ABOUT THIS TASK | Please find all lines in the data that hold the string "Graham" and copy them.

Extracted records:
■ ■ ■ ■ ■ ■ ■

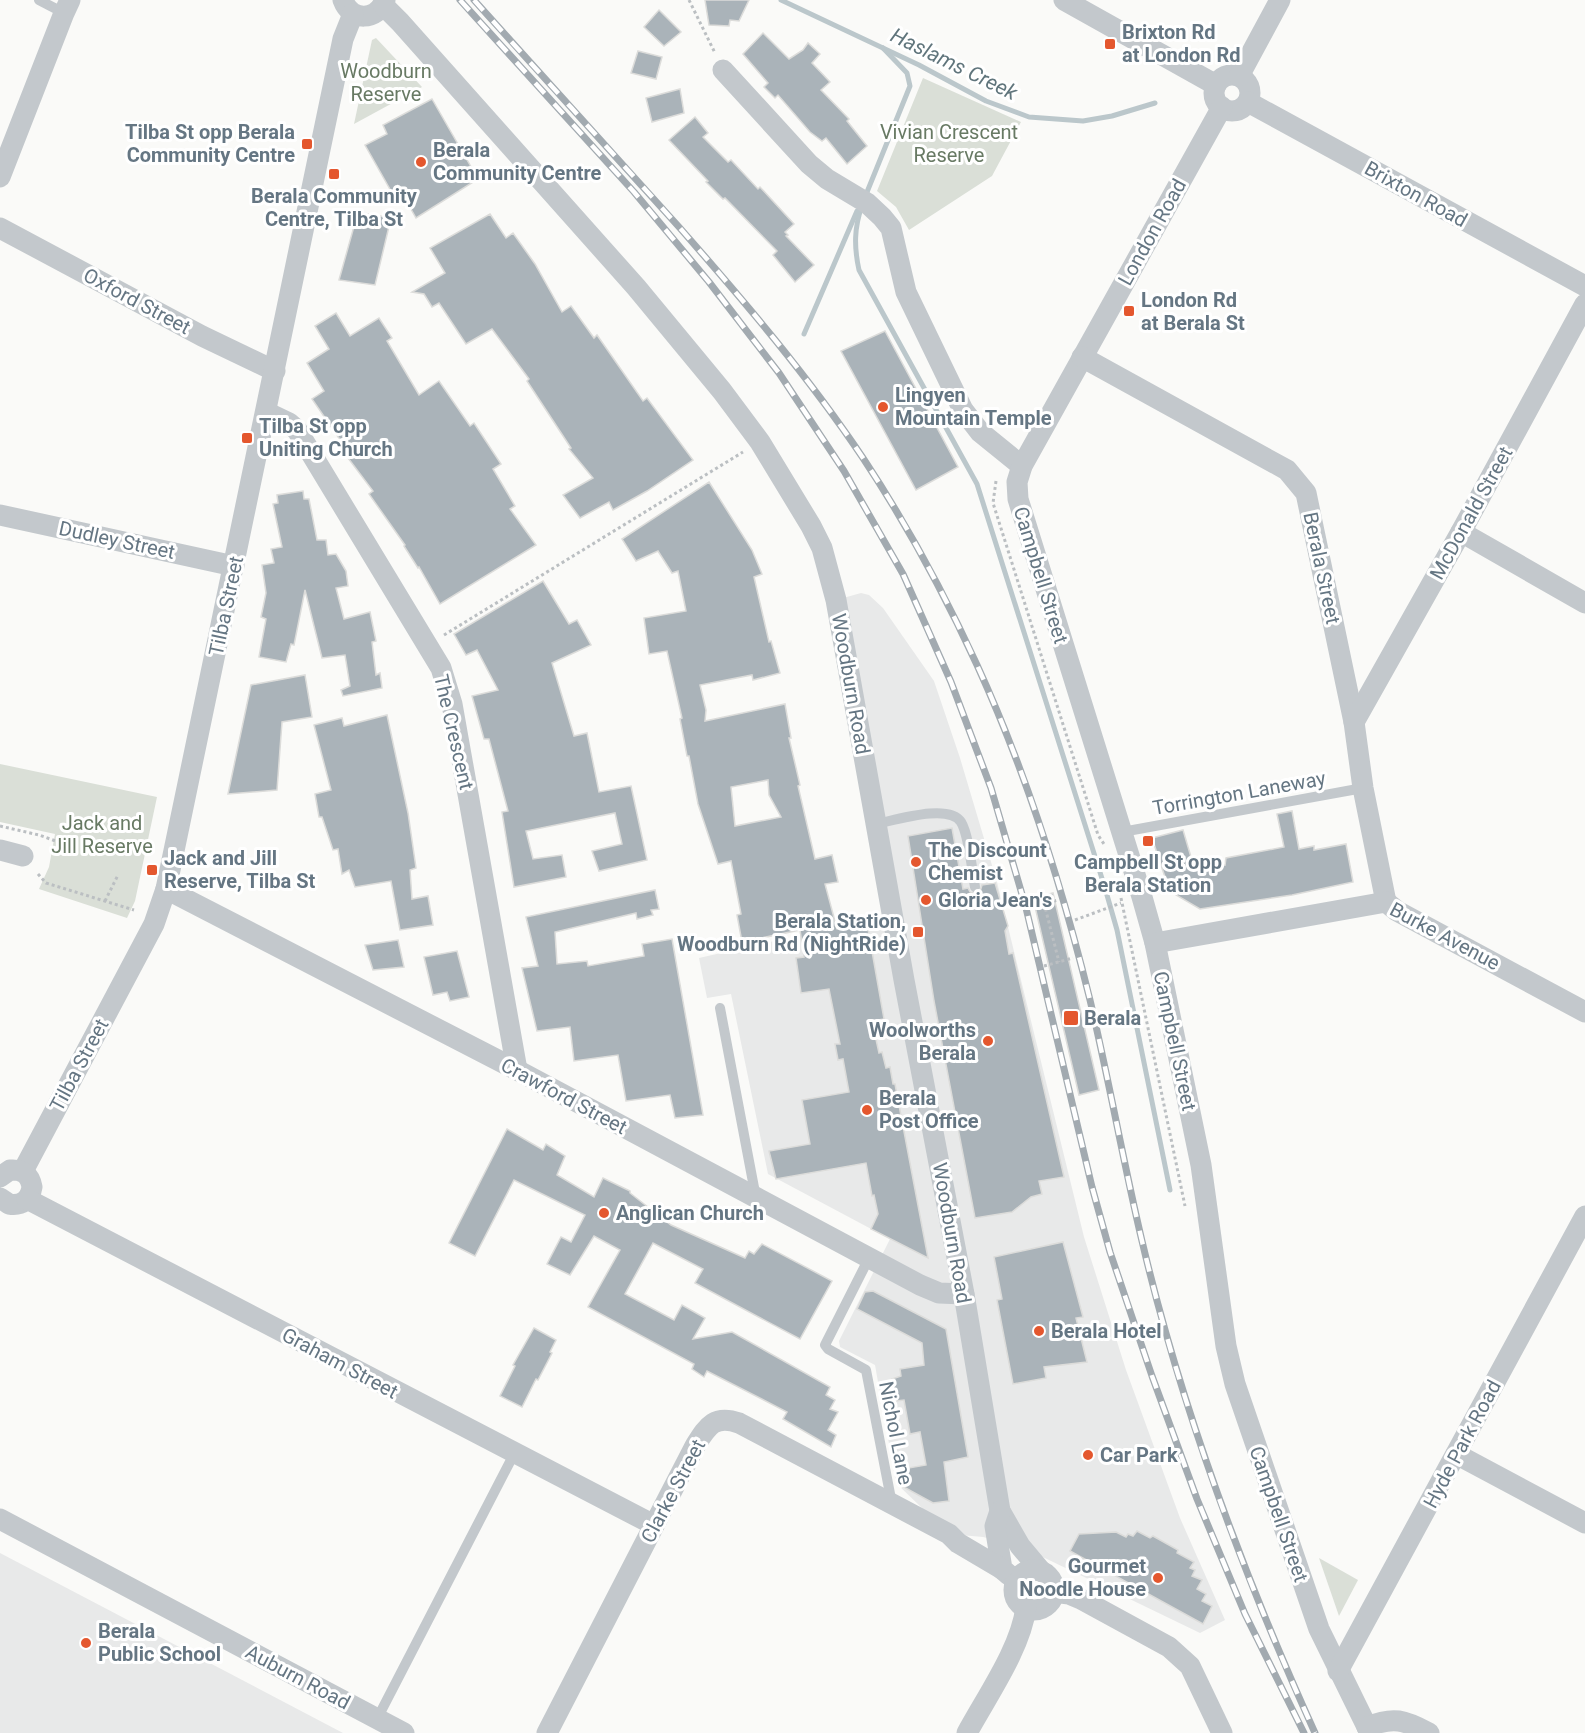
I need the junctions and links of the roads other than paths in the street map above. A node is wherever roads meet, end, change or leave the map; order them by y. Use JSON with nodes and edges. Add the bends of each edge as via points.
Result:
{"nodes":[{"id":1,"x":39,"y":0,"type":"edge"},
{"id":2,"x":1064,"y":0,"type":"edge"},
{"id":3,"x":1280,"y":0,"type":"edge"},
{"id":4,"x":384,"y":3,"type":"edge"},
{"id":5,"x":67,"y":7,"type":"edge"},
{"id":6,"x":348,"y":7,"type":"edge"},
{"id":7,"x":723,"y":70,"type":"road end"},
{"id":8,"x":1239,"y":76,"type":"junction"},
{"id":9,"x":1216,"y":85,"type":"junction"},
{"id":10,"x":1248,"y":102,"type":"junction"},
{"id":11,"x":1222,"y":107,"type":"junction"},
{"id":12,"x":0,"y":177,"type":"edge"},
{"id":13,"x":0,"y":228,"type":"edge"},
{"id":14,"x":1585,"y":286,"type":"edge"},
{"id":15,"x":1585,"y":304,"type":"edge"},
{"id":16,"x":1082,"y":357,"type":"junction"},
{"id":17,"x":275,"y":371,"type":"junction"},
{"id":18,"x":267,"y":412,"type":"junction"},
{"id":19,"x":1022,"y":466,"type":"junction"},
{"id":20,"x":0,"y":515,"type":"edge"},
{"id":21,"x":1461,"y":532,"type":"junction"},
{"id":22,"x":234,"y":566,"type":"junction"},
{"id":23,"x":1585,"y":603,"type":"edge"},
{"id":24,"x":1354,"y":722,"type":"junction"},
{"id":25,"x":1363,"y":788,"type":"junction"},
{"id":26,"x":876,"y":824,"type":"junction"},
{"id":27,"x":1122,"y":832,"type":"junction"},
{"id":28,"x":0,"y":850,"type":"edge"},
{"id":29,"x":23,"y":856,"type":"dead end"},
{"id":30,"x":975,"y":887,"type":"dead end"},
{"id":31,"x":166,"y":889,"type":"junction"},
{"id":32,"x":1386,"y":902,"type":"junction"},
{"id":33,"x":1155,"y":943,"type":"junction"},
{"id":34,"x":720,"y":1008,"type":"dead end"},
{"id":35,"x":1585,"y":1012,"type":"edge"},
{"id":36,"x":517,"y":1070,"type":"junction"},
{"id":37,"x":22,"y":1171,"type":"junction"},
{"id":38,"x":0,"y":1177,"type":"edge"},
{"id":39,"x":0,"y":1198,"type":"edge"},
{"id":40,"x":756,"y":1198,"type":"junction"},
{"id":41,"x":27,"y":1199,"type":"junction"},
{"id":42,"x":1582,"y":1230,"type":"edge"},
{"id":43,"x":869,"y":1258,"type":"junction"},
{"id":44,"x":964,"y":1294,"type":"junction"},
{"id":45,"x":514,"y":1454,"type":"junction"},
{"id":46,"x":1456,"y":1454,"type":"junction"},
{"id":47,"x":892,"y":1504,"type":"junction"},
{"id":48,"x":0,"y":1519,"type":"edge"},
{"id":49,"x":998,"y":1519,"type":"junction"},
{"id":50,"x":1585,"y":1523,"type":"edge"},
{"id":51,"x":654,"y":1525,"type":"junction"},
{"id":52,"x":949,"y":1534,"type":"junction"},
{"id":53,"x":1041,"y":1571,"type":"junction"},
{"id":54,"x":1009,"y":1575,"type":"junction"},
{"id":55,"x":1053,"y":1592,"type":"junction"},
{"id":56,"x":1026,"y":1607,"type":"junction"},
{"id":57,"x":1338,"y":1671,"type":"junction"},
{"id":58,"x":377,"y":1719,"type":"junction"},
{"id":59,"x":1369,"y":1730,"type":"edge"},
{"id":60,"x":404,"y":1733,"type":"edge"},
{"id":61,"x":547,"y":1733,"type":"edge"},
{"id":62,"x":967,"y":1733,"type":"edge"},
{"id":63,"x":1222,"y":1733,"type":"edge"},
{"id":64,"x":1429,"y":1733,"type":"edge"}],
"edges":[{"from":1,"to":5,"type":"lane"},
{"from":2,"to":9,"type":"street"},
{"from":3,"to":8,"type":"street"},
{"from":4,"to":6,"type":"street","via":[[373,15],[360,16]]},
{"from":4,"to":26,"type":"street","name":"Woodburn Road","via":[[636,287],[722,391],[760,442],[812,526],[830,572]]},
{"from":5,"to":12,"type":"street"},
{"from":6,"to":17,"type":"street","name":"Tilba Street"},
{"from":7,"to":19,"type":"street","via":[[809,164],[861,199],[891,228],[906,292],[963,410],[980,432]]},
{"from":8,"to":9,"type":"street","via":[[1227,75]]},
{"from":8,"to":10,"type":"street","via":[[1250,87]]},
{"from":9,"to":11,"type":"street","via":[[1215,99]]},
{"from":10,"to":11,"type":"street","via":[[1240,109]]},
{"from":10,"to":14,"type":"street","name":"Brixton Road"},
{"from":11,"to":16,"type":"street","name":"London Road"},
{"from":13,"to":17,"type":"street","name":"Oxford Street"},
{"from":15,"to":21,"type":"street","name":"McDonald Street"},
{"from":16,"to":19,"type":"street","name":"Campbell Street"},
{"from":16,"to":24,"type":"street","name":"Berala Street","via":[[1287,470],[1306,493]]},
{"from":17,"to":18,"type":"street","name":"Tilba Street"},
{"from":18,"to":22,"type":"street","name":"Tilba Street"},
{"from":18,"to":36,"type":"street","name":"The Crescent","via":[[297,430],[441,668],[452,704]]},
{"from":19,"to":27,"type":"street","name":"Campbell Street","via":[[1017,482],[1018,499]]},
{"from":20,"to":22,"type":"street","name":"Dudley Street"},
{"from":21,"to":23,"type":"street"},
{"from":21,"to":24,"type":"street","name":"McDonald Street"},
{"from":22,"to":31,"type":"street","name":"Tilba Street"},
{"from":24,"to":25,"type":"street","name":"Berala Street"},
{"from":25,"to":27,"type":"lane","name":"Torrington Laneway"},
{"from":25,"to":32,"type":"street","name":"Berala Street"},
{"from":26,"to":30,"type":"lane","via":[[938,813],[955,816],[963,826]]},
{"from":26,"to":44,"type":"street","name":"Woodburn Road"},
{"from":27,"to":33,"type":"street","name":"Campbell Street"},
{"from":28,"to":29,"type":"street"},
{"from":31,"to":36,"type":"street","name":"Crawford Street"},
{"from":31,"to":37,"type":"street","name":"Tilba Street","via":[[154,924]]},
{"from":32,"to":33,"type":"street","name":"Burke Avenue"},
{"from":32,"to":35,"type":"street","name":"Burke Avenue"},
{"from":33,"to":57,"type":"street","name":"Campbell Street","via":[[1207,1196],[1230,1365],[1318,1629]]},
{"from":34,"to":40,"type":"lane"},
{"from":36,"to":40,"type":"street","name":"Crawford Street"},
{"from":37,"to":38,"type":"street","via":[[10,1170]]},
{"from":37,"to":41,"type":"street","via":[[28,1175],[32,1188]]},
{"from":39,"to":41,"type":"street","via":[[16,1205]]},
{"from":40,"to":43,"type":"street","name":"Crawford Street"},
{"from":41,"to":45,"type":"street","name":"Graham Street"},
{"from":42,"to":46,"type":"street","name":"Hyde Park Road"},
{"from":43,"to":44,"type":"street","name":"Crawford Street","via":[[939,1293]]},
{"from":43,"to":47,"type":"lane","name":"Nichol Lane","via":[[825,1345],[866,1370]]},
{"from":44,"to":49,"type":"street","name":"Woodburn Road"},
{"from":45,"to":51,"type":"street","name":"Graham Street"},
{"from":45,"to":58,"type":"lane"},
{"from":46,"to":50,"type":"street"},
{"from":46,"to":57,"type":"street","name":"Hyde Park Road"},
{"from":47,"to":51,"type":"street","name":"Clarke Street","via":[[729,1419],[712,1423],[705,1430]]},
{"from":47,"to":52,"type":"street","name":"Clarke Street"},
{"from":48,"to":58,"type":"street","name":"Auburn Road"},
{"from":49,"to":52,"type":"street","name":"Clarke Street","via":[[982,1537]]},
{"from":49,"to":53,"type":"street","name":"Woodburn Road"},
{"from":49,"to":54,"type":"street","name":"Woodburn Road"},
{"from":51,"to":61,"type":"street","name":"Clarke Street"},
{"from":52,"to":54,"type":"street","name":"Clarke Street"},
{"from":53,"to":54,"type":"street"},
{"from":53,"to":55,"type":"street","via":[[1052,1582]]},
{"from":54,"to":56,"type":"street","via":[[1016,1598]]},
{"from":55,"to":56,"type":"street","via":[[1045,1606],[1034,1610]]},
{"from":55,"to":63,"type":"street","via":[[1081,1599],[1169,1647],[1190,1666]]},
{"from":56,"to":62,"type":"street","via":[[1021,1632]]},
{"from":57,"to":59,"type":"street","name":"Campbell Street"},
{"from":58,"to":60,"type":"street","name":"Auburn Road"},
{"from":59,"to":64,"type":"street","via":[[1382,1721],[1397,1719]]}]}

■ ■ ■ ■ ■ ■ ■

EXERCISE OUTPUT |
{"from":41,"to":45,"type":"street","name":"Graham Street"},
{"from":45,"to":51,"type":"street","name":"Graham Street"},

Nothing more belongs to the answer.